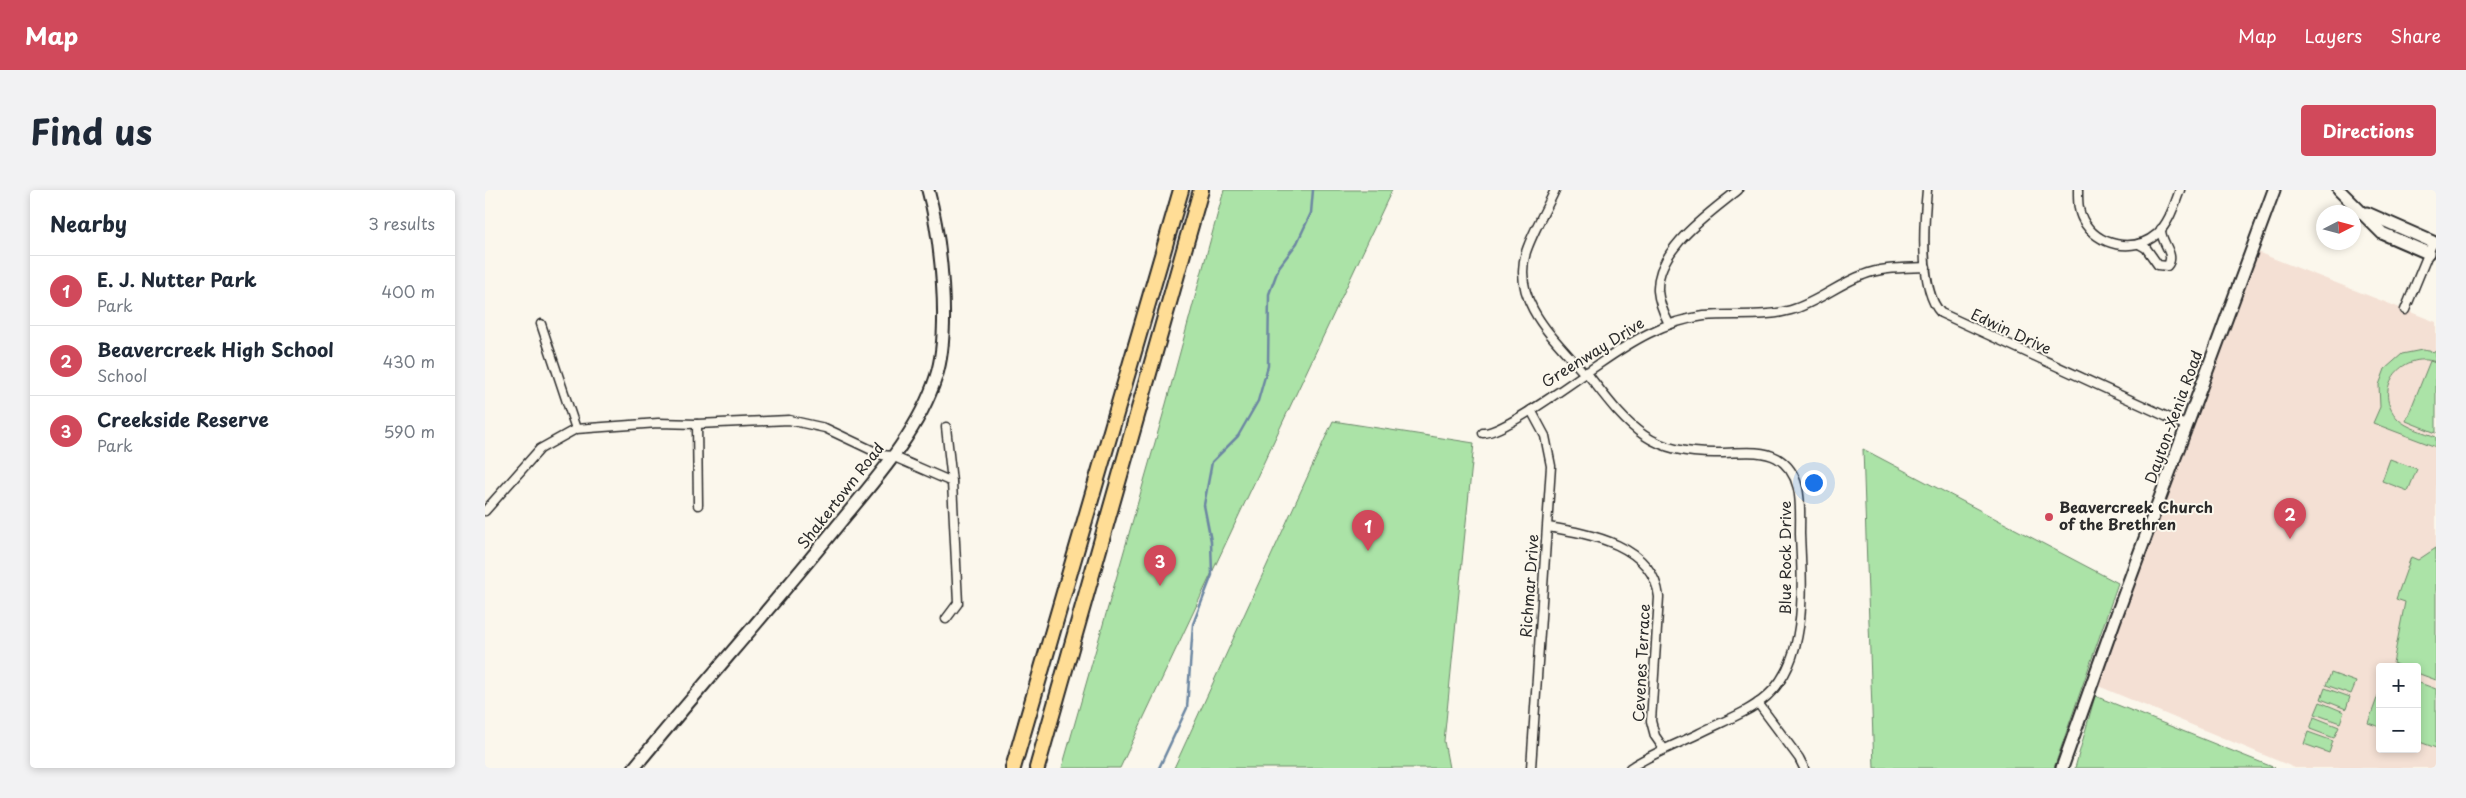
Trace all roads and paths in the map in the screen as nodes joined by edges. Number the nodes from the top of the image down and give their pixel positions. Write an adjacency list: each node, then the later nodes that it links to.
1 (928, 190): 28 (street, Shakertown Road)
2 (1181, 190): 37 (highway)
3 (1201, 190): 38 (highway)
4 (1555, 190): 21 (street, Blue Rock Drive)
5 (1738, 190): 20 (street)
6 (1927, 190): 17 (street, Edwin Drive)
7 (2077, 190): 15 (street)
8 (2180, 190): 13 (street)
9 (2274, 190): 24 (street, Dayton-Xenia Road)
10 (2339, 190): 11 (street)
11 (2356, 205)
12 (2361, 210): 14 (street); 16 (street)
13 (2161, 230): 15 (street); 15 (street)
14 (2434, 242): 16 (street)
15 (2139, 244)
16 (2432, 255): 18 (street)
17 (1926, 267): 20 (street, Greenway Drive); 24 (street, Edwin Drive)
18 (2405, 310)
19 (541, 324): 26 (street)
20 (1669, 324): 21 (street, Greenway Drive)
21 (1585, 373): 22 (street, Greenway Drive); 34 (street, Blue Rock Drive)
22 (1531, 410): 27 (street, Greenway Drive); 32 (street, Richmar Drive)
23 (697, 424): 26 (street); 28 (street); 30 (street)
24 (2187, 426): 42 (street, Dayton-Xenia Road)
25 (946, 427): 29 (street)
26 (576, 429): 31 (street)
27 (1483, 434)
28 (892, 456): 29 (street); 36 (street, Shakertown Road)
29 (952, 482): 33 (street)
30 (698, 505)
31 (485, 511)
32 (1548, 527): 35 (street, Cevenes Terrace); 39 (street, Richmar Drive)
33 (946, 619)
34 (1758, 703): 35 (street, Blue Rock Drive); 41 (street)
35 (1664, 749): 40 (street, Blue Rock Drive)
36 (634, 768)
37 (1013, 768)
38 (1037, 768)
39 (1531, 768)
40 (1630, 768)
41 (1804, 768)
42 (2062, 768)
◆ ◆ ◆ ◆ ◆
TASK STATEMENT: Word for word, print every record, and leave out any picture.

TASK RESPONSE:
Trace all roads and paths in the map in the screen as nodes joined by edges. Number the nodes from the top of the image down and give their pixel positions. Write an adjacency list: each node, then the later nodes that it links to.
1 (928, 190): 28 (street, Shakertown Road)
2 (1181, 190): 37 (highway)
3 (1201, 190): 38 (highway)
4 (1555, 190): 21 (street, Blue Rock Drive)
5 (1738, 190): 20 (street)
6 (1927, 190): 17 (street, Edwin Drive)
7 (2077, 190): 15 (street)
8 (2180, 190): 13 (street)
9 (2274, 190): 24 (street, Dayton-Xenia Road)
10 (2339, 190): 11 (street)
11 (2356, 205)
12 (2361, 210): 14 (street); 16 (street)
13 (2161, 230): 15 (street); 15 (street)
14 (2434, 242): 16 (street)
15 (2139, 244)
16 (2432, 255): 18 (street)
17 (1926, 267): 20 (street, Greenway Drive); 24 (street, Edwin Drive)
18 (2405, 310)
19 (541, 324): 26 (street)
20 (1669, 324): 21 (street, Greenway Drive)
21 (1585, 373): 22 (street, Greenway Drive); 34 (street, Blue Rock Drive)
22 (1531, 410): 27 (street, Greenway Drive); 32 (street, Richmar Drive)
23 (697, 424): 26 (street); 28 (street); 30 (street)
24 (2187, 426): 42 (street, Dayton-Xenia Road)
25 (946, 427): 29 (street)
26 (576, 429): 31 (street)
27 (1483, 434)
28 (892, 456): 29 (street); 36 (street, Shakertown Road)
29 (952, 482): 33 (street)
30 (698, 505)
31 (485, 511)
32 (1548, 527): 35 (street, Cevenes Terrace); 39 (street, Richmar Drive)
33 (946, 619)
34 (1758, 703): 35 (street, Blue Rock Drive); 41 (street)
35 (1664, 749): 40 (street, Blue Rock Drive)
36 (634, 768)
37 (1013, 768)
38 (1037, 768)
39 (1531, 768)
40 (1630, 768)
41 (1804, 768)
42 (2062, 768)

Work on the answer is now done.